The District of Sechelt has closed Seawatch Lane, west of 6649 Seawatch, to all vehicular and pedestrian traffic, although the five homes with driveways on Seawatch Lane can still be accessed.
But, the Seawatch Lane closure combined with the previous closure of Gale Avenue North means much of the Seawatch neighbourhood, around eight homes, is now behind concrete barriers which were installed by the district Friday afternoon to replace temporary barriers
A release from the District said the road closure, which took effect on Jan. 9 at 6:00 p.m. was done on the advice of Thurber Engineering as a result of a large sinkhole that was discovered in the Seawatch neighbourhood on Dec. 26.
“The sinkhole was in the magnitude of 400 cubic metres, which was later backfilled by the property owner at the direction of their geotechnical engineer,” the release said. “The district consulted with Thurber Engineering who scheduled further investigations. On January 9 Thurber recommended the immediate closure of the road pending investigation.”
The district said residents were informed of the closure by hand delivered notices, and some members of council met informally with Seawatch residents Thursday evening.
“It is unfortunate the situation has come to this. As this is a matter of public safety, we did not make this decision lightly and we understand the inconvenience this causes the affected families,” mayor Darnelda Siegers said in the district's release. “We hope, by continuing to share our engineering reports with the residents, this will allow them to make decisions on their best course of actions.”
Resident Rod Goy, who lives in one of the homes blocked by the new barriers, said he left the meeting feeling that "for the first time in many years" they had the ear of councillors. "They gave a commitment that they want to do something."
Goy's neighbour, Chris Moradian, said, "They have a desire and a will that they want to do something and that certainly is admirable and we thank them for [meeting us] last night in such a quick fashion. But they don't really know what they have to do."
Moradian also criticized the district for moving to install the concrete barriers before having a plan for emergency access. "Until [the district] has got an actual emergency preparedness plan in place and communicated [to us], they should not be blocking the road access. At any moment an event can take place that requires an emergency evacuation and you're not going to be able to respond."

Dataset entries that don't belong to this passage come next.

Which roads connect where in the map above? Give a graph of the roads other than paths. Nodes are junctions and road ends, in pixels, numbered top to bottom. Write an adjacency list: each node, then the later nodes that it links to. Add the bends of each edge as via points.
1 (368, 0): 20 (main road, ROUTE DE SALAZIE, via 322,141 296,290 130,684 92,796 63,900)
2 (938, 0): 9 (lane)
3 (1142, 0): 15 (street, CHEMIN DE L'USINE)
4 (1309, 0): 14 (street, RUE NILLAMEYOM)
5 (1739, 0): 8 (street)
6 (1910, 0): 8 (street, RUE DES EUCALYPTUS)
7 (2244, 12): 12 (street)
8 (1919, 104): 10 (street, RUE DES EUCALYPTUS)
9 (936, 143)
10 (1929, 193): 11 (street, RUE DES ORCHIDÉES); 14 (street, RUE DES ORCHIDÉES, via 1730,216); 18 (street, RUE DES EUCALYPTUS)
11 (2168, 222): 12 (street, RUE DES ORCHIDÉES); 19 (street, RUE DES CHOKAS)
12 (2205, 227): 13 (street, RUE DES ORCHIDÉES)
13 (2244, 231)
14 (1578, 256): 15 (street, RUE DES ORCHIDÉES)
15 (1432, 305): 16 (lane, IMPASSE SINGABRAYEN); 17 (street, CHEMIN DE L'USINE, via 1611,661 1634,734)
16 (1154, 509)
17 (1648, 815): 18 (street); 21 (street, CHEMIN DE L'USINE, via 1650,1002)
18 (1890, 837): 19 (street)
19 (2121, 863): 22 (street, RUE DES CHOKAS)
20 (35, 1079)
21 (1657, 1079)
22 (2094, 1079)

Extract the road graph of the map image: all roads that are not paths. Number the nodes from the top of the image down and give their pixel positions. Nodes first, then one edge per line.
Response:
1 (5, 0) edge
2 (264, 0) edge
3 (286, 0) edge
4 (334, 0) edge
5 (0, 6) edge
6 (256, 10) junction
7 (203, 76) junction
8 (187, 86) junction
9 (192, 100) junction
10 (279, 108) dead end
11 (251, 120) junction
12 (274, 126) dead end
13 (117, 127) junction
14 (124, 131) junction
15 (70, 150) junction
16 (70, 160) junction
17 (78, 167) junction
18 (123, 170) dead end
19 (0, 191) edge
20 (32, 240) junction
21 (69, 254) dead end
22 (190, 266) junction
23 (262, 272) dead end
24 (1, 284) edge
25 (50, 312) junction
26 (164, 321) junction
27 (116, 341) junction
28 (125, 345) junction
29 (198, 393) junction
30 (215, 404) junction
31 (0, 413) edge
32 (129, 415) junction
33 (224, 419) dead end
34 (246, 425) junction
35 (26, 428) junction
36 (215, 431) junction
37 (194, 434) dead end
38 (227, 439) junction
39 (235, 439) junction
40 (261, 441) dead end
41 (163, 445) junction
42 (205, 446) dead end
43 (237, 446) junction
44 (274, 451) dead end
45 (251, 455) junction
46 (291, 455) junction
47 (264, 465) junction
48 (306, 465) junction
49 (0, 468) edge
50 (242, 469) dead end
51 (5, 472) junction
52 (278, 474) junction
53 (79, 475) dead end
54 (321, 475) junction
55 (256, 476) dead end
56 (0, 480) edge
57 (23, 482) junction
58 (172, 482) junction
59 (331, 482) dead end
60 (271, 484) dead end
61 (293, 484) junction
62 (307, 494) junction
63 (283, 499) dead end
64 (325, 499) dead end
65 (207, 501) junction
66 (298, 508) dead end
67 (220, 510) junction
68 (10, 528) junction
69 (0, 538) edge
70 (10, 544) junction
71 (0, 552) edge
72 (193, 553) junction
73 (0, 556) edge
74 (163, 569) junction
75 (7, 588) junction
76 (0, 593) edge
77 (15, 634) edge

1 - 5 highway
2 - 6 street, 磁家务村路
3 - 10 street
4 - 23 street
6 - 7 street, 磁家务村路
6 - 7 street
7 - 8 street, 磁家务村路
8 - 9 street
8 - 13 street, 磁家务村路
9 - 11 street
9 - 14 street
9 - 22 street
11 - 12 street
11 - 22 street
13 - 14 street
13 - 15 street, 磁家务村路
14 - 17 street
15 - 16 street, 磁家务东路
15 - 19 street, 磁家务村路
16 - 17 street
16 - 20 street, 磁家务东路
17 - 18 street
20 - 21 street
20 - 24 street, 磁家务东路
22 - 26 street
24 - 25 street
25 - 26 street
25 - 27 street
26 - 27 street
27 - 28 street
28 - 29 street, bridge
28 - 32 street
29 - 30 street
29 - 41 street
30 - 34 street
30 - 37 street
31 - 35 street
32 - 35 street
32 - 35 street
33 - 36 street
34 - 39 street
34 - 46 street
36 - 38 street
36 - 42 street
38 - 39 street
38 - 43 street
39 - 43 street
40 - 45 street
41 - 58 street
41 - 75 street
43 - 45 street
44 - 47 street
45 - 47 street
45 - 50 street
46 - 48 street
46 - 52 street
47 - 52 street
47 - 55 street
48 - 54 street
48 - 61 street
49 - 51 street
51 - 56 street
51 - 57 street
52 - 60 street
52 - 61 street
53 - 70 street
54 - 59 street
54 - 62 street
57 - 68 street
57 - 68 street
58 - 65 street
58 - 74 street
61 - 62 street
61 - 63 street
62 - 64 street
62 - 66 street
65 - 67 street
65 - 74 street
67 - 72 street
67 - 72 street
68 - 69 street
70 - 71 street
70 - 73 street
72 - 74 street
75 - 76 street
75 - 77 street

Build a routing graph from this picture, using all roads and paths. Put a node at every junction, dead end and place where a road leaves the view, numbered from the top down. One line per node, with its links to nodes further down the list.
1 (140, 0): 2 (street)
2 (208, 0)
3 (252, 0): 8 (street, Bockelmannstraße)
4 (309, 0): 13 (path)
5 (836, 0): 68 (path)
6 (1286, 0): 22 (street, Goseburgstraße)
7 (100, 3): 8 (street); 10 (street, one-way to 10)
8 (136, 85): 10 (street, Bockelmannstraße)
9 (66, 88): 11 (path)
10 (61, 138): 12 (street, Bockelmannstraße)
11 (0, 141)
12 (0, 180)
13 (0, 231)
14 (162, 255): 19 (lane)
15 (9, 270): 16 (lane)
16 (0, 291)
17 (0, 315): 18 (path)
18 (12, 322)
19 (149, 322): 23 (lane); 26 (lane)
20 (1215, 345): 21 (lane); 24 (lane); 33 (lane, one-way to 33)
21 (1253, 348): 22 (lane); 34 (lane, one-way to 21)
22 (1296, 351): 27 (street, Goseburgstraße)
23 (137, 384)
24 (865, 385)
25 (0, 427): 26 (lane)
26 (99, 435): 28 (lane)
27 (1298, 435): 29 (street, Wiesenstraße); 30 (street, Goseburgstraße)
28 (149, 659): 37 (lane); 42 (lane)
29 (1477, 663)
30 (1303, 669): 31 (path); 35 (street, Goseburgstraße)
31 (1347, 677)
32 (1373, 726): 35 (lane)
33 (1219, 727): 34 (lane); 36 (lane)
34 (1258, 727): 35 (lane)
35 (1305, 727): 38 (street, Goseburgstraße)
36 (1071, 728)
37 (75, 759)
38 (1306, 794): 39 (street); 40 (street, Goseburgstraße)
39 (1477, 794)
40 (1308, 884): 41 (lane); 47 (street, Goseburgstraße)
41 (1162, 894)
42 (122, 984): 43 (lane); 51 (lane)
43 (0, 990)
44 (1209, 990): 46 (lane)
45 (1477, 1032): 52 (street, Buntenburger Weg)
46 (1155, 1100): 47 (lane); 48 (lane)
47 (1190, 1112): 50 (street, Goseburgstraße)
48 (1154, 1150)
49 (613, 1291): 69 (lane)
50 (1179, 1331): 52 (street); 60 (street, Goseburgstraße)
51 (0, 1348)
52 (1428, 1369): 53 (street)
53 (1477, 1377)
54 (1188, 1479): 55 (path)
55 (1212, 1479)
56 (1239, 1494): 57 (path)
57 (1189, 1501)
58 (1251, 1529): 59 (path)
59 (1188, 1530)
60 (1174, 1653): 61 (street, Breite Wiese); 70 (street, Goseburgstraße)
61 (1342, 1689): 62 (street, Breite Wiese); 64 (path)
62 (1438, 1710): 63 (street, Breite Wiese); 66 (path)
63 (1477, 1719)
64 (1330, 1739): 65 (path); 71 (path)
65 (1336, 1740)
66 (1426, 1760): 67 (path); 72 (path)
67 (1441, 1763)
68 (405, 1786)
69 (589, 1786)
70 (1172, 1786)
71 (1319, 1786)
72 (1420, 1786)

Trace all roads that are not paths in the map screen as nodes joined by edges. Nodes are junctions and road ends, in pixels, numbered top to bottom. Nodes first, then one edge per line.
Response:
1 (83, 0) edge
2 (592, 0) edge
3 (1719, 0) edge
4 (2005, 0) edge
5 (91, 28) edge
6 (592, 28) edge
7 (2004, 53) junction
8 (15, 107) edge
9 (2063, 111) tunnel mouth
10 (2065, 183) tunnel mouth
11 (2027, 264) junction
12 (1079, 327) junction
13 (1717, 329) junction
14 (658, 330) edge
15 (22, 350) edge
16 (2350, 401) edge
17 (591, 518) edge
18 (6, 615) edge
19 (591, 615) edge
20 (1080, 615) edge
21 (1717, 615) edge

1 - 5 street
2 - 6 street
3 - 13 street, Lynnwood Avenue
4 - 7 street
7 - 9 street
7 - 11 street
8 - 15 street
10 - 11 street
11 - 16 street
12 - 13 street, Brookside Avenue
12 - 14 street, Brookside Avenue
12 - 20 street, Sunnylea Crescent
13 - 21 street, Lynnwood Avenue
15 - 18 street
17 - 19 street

Moradian and some of his neighbours were partly blocking the road Thursday afternoon to prevent it being fully barricaded until they've seen an emergency access plan.
Some homeowners, including the family that was forced from its home, have pending lawsuits against the district, the developer Concordia Seawatch, and several engineering firms including Thurber. At least one of those cases is scheduled to be heard in BC Supreme Court in 2020.
The district has estimated a full remediation of the geotechnical problems in the neighbourhood could cost on the order of $10 million.
The district said engineering crews will be returning to the area with a drill rig and bore hole team this week to continue their assessment, and monitor the roads and the district “will continue to act in the best interests of the municipality and its citizens.”